Já se preparava para a corrida até a água quando se deparou com uma tira de couro enterrada na areia, próxima a uma duna. Resolveu puxar a tira e descobriu que pertencia a uma pequena bolsa de couro, parecia antiga e não estava vazia. Pouco depois uma jovem mulher com conchas no cabelo caminhou em sua direção e agradeceu a Bernardo por ter achado a bolsinha. Ela conta que carrega dentro da bolsa objetos que a façam lembrar de histórias, boas ou más, de preferência de boas ações como ele está fazendo ali na praia.

— Fascinante! É um verdadeiro tesouro, então! Feito de memórias valiosas, boa ideia mesmo, qual o seu nome? — Bernardo se sente à vontade com o rosto simpático da moça.

— Indiara, eu moro aqui perto, numa comunidade de pescadores, sou manezinha da ilha. E você é daqui? Desculpa, como disse que era o seu nome?

— Não disse, é Bernardo. Moro em São Paulo, mas é minha terceira vez aqui, acho muito revigorante caminhar por essas praias, pelas trilhas.

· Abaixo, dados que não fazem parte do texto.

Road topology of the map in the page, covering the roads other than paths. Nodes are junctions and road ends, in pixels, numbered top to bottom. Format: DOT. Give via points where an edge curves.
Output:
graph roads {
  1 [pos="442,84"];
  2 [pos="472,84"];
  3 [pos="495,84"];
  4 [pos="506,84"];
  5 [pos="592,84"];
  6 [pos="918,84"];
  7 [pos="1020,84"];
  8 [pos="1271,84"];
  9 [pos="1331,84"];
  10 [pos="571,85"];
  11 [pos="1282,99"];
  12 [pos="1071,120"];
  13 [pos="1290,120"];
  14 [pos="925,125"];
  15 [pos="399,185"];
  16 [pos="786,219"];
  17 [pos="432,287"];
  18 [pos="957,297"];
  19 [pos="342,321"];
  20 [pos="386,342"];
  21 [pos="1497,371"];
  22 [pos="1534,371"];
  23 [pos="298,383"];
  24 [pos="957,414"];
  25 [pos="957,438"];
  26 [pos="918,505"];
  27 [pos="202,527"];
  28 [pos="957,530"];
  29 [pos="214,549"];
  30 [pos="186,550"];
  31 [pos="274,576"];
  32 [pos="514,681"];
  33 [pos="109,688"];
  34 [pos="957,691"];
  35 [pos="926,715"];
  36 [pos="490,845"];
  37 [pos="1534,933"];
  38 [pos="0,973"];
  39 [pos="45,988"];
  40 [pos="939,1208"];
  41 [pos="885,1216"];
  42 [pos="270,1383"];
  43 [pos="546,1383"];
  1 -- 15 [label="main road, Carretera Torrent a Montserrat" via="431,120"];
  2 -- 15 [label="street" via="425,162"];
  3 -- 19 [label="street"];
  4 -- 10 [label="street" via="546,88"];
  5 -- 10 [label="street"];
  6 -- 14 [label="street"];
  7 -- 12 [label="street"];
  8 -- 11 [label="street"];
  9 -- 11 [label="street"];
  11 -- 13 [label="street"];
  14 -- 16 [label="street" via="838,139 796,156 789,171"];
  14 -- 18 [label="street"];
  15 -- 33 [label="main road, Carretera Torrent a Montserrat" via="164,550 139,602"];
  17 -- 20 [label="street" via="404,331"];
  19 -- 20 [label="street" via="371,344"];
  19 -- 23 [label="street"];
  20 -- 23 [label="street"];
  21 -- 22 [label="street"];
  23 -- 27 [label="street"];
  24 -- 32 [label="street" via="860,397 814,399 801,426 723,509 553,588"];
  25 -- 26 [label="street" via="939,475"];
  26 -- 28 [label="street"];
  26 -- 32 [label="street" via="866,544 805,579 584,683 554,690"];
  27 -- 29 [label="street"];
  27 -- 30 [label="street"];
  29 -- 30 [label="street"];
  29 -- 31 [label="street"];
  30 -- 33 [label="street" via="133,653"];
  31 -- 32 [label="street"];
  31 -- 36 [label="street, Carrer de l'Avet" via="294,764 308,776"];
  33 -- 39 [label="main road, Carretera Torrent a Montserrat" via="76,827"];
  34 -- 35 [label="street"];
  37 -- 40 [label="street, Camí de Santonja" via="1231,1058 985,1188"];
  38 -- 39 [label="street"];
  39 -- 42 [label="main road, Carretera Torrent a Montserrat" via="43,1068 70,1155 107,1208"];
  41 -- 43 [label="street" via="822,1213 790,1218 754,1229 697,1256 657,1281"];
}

— Ah, só cuidado com as bruxas da ilha. Vai que você encontra com uma por essas trilhas! — brincou Indiara, rindo com Bernardo logo em seguida.

— Já estou ciente, estudei um pouco das lendas aqui, no livro do Franklin Cascaes, sei que os mitos de bruxas aqui são fortes, faz parte da tradição.

— Sim, inclusive na minha família. Tem quem diga que sou descendente de uma delas, na verdade eram mulheres fortes, curandeiras, só isso. O povo inventa, exagera para deixar as histórias mais interessantes.

— Francamente, você que é interessante! Deveria estar assustado com esse papo de bruxas, mas estou ficando amigo de uma. — Indiara riu novamente, com a observação de Bernardo.

— Você falou em tradição. Tem uma tradição vinda das bruxas da ilha de Santa Catarina e que envolve esse tipo de bolsinha que você encontrou para mim, sabia? Dizem que na lua certa elas se reuniam na praia para depositar estas bolsas de couro dentro de uma caixa grande, que elas escondiam com esmero. Mais ou menos como os piratas faziam, elas as enterravam na ilha, pois eram seus maiores tesouros.

— Trabalho em um banco, entendo bem a lógica de guardar e investir dinheiro para que renda com o tempo. Ou que esteja disponível em um momento de aperto. A caixa das bruxas com histórias vai na mesma linha de raciocínio, guardar a memória é uma garantia de que os erros do passado não se repitam no futuro, e boas histórias rendem mais histórias e conhecimento.

— Parece que não sou a única com pensamentos interessantes aqui, senhor Bernardo! — a frase veio com um sorriso de Indiara e uma expressão um tanto tímida de Bernardo, que não estava acostumado com elogios.

— Já que você me fez o favor de encontrar e entregar a bolsa de histórias, e teve a educação de não abrir para xeretar no conteúdo, gostaria muito que você me acompanhasse até minha comunidade. Quero te apresentar para meus amigos e minha família, te servir um suco para amenizar o calor, você parece uma pessoa boa, eles também são e vai ser ótimo para você ter um apoio do pessoal nativo nas suas férias. Me acompanha? É um agradecimento sincero.

Bernardo achou muito difícil recusar aquele convite, e assim foram caminhando lado a lado, cerca de vinte minutos de uma conversa agradável em um passo tranquilo, descompromissado como aquele clima praiano.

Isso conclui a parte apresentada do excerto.